Mubarak has told the army and the interior ministry, which control bakeries usually used to make bread for the troops, to increase their production in order to "put an end to the bread crisis," Al-Ahram daily said.
Egypt is in the grip of a serious bread crisis brought on by a combination of the rising cost of wheat on world markets and sky-rocketing inflation.
Four people have been killed in fights that broke out in bread queues in recent weeks, a security official told AFP.
Mubarak said that the phenomenon of bread queues "must disappear."
While most bread in Egypt is subsidised, the price of non-subsidised bread has risen by more than 26 percent over the last year.

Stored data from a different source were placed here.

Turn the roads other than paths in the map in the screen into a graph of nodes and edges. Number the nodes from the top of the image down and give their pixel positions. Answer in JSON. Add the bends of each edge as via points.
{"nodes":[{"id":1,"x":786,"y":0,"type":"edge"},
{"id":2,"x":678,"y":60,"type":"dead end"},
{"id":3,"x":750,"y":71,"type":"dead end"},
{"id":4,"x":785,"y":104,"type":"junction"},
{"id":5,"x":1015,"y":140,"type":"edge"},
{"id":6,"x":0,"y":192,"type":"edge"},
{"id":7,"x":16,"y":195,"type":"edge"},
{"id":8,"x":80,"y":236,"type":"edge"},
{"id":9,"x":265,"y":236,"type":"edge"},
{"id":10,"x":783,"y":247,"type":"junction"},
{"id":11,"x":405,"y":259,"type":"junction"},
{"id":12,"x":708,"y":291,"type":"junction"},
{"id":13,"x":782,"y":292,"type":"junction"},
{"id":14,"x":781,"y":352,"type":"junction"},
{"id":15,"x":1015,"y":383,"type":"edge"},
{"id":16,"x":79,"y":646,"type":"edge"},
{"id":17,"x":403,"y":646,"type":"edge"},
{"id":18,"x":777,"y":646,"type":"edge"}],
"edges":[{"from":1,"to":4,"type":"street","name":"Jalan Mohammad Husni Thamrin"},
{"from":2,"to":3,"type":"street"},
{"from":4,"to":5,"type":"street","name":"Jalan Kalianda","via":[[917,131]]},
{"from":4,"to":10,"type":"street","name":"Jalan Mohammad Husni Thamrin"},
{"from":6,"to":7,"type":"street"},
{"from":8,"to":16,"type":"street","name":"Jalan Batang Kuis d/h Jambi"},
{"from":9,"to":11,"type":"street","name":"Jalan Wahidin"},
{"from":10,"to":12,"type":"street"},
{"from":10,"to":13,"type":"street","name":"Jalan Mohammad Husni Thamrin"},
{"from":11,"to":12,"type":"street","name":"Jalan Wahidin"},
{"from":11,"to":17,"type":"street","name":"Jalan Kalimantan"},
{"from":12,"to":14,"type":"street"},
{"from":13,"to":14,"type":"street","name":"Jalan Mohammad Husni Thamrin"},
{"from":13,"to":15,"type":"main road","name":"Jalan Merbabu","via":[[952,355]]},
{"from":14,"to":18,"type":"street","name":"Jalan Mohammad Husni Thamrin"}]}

"Where's the problem?" the official MENA news agency quoted Mubarak as asking. "If it's the production, then it should be increased. If it's the distribution, then new distribution points should be opened."
Twenty percent of Egypt's population of 78 million lives under the poverty line of two dollars a day, with another 20 percent hovering just above. Around four percent of Egyptians live in extreme poverty, the World Bank said.

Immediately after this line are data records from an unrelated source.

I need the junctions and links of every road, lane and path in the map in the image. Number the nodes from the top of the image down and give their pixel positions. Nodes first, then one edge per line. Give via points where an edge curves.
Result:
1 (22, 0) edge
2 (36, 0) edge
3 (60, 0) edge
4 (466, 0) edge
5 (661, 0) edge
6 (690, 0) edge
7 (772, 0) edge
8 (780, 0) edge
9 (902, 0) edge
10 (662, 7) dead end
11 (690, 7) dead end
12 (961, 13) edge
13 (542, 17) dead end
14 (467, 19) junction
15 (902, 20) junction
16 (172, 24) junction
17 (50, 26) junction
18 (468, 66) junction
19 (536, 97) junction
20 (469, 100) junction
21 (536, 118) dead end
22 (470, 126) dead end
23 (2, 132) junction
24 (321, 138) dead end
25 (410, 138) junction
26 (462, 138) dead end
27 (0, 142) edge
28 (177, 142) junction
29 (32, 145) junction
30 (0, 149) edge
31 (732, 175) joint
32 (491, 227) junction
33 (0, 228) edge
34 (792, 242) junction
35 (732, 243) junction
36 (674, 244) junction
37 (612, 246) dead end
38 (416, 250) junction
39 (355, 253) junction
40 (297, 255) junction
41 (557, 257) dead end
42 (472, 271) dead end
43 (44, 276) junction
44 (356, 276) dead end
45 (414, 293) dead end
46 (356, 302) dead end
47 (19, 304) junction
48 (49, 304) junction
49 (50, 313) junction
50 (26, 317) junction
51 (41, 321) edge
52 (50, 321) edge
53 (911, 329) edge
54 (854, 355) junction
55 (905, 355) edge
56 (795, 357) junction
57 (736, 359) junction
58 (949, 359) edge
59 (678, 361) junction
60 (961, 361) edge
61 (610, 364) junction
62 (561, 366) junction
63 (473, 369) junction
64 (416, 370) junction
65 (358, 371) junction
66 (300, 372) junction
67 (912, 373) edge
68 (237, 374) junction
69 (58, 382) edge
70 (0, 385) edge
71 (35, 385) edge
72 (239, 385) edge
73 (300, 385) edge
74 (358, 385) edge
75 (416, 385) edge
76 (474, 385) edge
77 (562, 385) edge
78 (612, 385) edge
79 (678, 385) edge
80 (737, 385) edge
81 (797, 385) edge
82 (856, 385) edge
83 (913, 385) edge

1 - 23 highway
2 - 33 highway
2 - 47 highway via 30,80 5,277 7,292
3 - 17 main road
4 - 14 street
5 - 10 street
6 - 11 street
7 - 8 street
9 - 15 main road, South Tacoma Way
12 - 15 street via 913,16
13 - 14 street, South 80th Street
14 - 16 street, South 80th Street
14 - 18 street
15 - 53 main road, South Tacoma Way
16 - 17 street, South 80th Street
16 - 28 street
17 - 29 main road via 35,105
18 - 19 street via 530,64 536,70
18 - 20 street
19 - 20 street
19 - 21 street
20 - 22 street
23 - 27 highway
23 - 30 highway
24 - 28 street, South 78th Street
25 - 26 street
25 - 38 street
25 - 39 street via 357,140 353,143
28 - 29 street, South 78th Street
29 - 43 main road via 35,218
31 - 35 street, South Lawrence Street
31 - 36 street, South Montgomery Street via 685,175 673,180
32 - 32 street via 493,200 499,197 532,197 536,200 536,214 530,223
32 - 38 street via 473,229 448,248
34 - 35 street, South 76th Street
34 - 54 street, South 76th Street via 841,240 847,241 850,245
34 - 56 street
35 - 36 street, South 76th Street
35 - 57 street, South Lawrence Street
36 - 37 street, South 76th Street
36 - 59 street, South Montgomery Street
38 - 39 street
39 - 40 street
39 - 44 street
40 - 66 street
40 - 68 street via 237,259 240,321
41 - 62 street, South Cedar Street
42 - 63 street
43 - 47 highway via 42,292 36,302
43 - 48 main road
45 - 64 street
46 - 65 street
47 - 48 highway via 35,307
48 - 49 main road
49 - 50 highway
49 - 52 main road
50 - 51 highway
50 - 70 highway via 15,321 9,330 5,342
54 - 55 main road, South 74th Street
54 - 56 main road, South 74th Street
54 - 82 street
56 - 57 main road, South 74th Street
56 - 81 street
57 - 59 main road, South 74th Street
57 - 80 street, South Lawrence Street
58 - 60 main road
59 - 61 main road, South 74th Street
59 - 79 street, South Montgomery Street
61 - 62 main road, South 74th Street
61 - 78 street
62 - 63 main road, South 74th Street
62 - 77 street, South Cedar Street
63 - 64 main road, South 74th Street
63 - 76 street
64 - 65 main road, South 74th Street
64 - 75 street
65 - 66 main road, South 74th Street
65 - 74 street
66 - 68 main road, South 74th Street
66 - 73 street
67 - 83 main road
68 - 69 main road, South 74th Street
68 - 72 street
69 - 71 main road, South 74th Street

At least 70 people were killed when bread riots erupted in 1977 after the government tried to reduce subsidies on the staple, of which Egyptians are the world's biggest consumers.
link16 March 2008
25 February 2008
It's Raining!
This is the 3rd time we've any rain to speak of at the house, we even had thunder. And while it was just two thunderclaps this is only the second time we've had thunder in the last six months. The picture is the view of our garden from the computer room.
24 February 2008
We're Back
Update: Keep scrolling down as we're back dating some entries from before we got ADSL.
23 February 2008
Spring Has Sprung

The mango trees are starting to bloom and today Doortje found and rescued this baby chameleon from first the dogs who thought it would be good fun to play with it, then the gardener who needed the trowel she left so we had a general idea where in the garden it was last, and seeing the chameleon he scooped it up and was about to fling it over the wall when Door stopped him, and of course me who almost stepped on it. Then after all that drama a hawk dove out of the sky and snagged it for lunch, Door couldn't believe it.
22 February 2008
Guest House

Doortjes sister is coming to visit next week so we set up the guest house today. We spare no expense, that's a 4 person tent!
08 February 2008
Desert Driving Course

Doortje and I did a desert driving course together, it was good fun and we both learned quite a lot. One part of the course was going up this dune and learning to come back down safely, which was the undercurrent of the whole course. So what we did was get a good running start and plow into the dune and see how far we could climb before gravity and inertia over took. In the picture on the left I'm in the Land Cruiser to the right, I think I made it the furthers up the dune but Door said someone climbed high later in the day. But the tricky bit is coming back down, safely of course. And if the dune doesn't look very steep in the left picture have a look at the one on the right, Doortje snapped that one before we started back down.
While we were practising getting down the dunes this bunch of Americans out for a weekend camping trip stopped to say hello. That's Turbo with me and the dogs, a friend of Peter Gaballa (below) who is our instructor and guide on my other (and next) desert trip.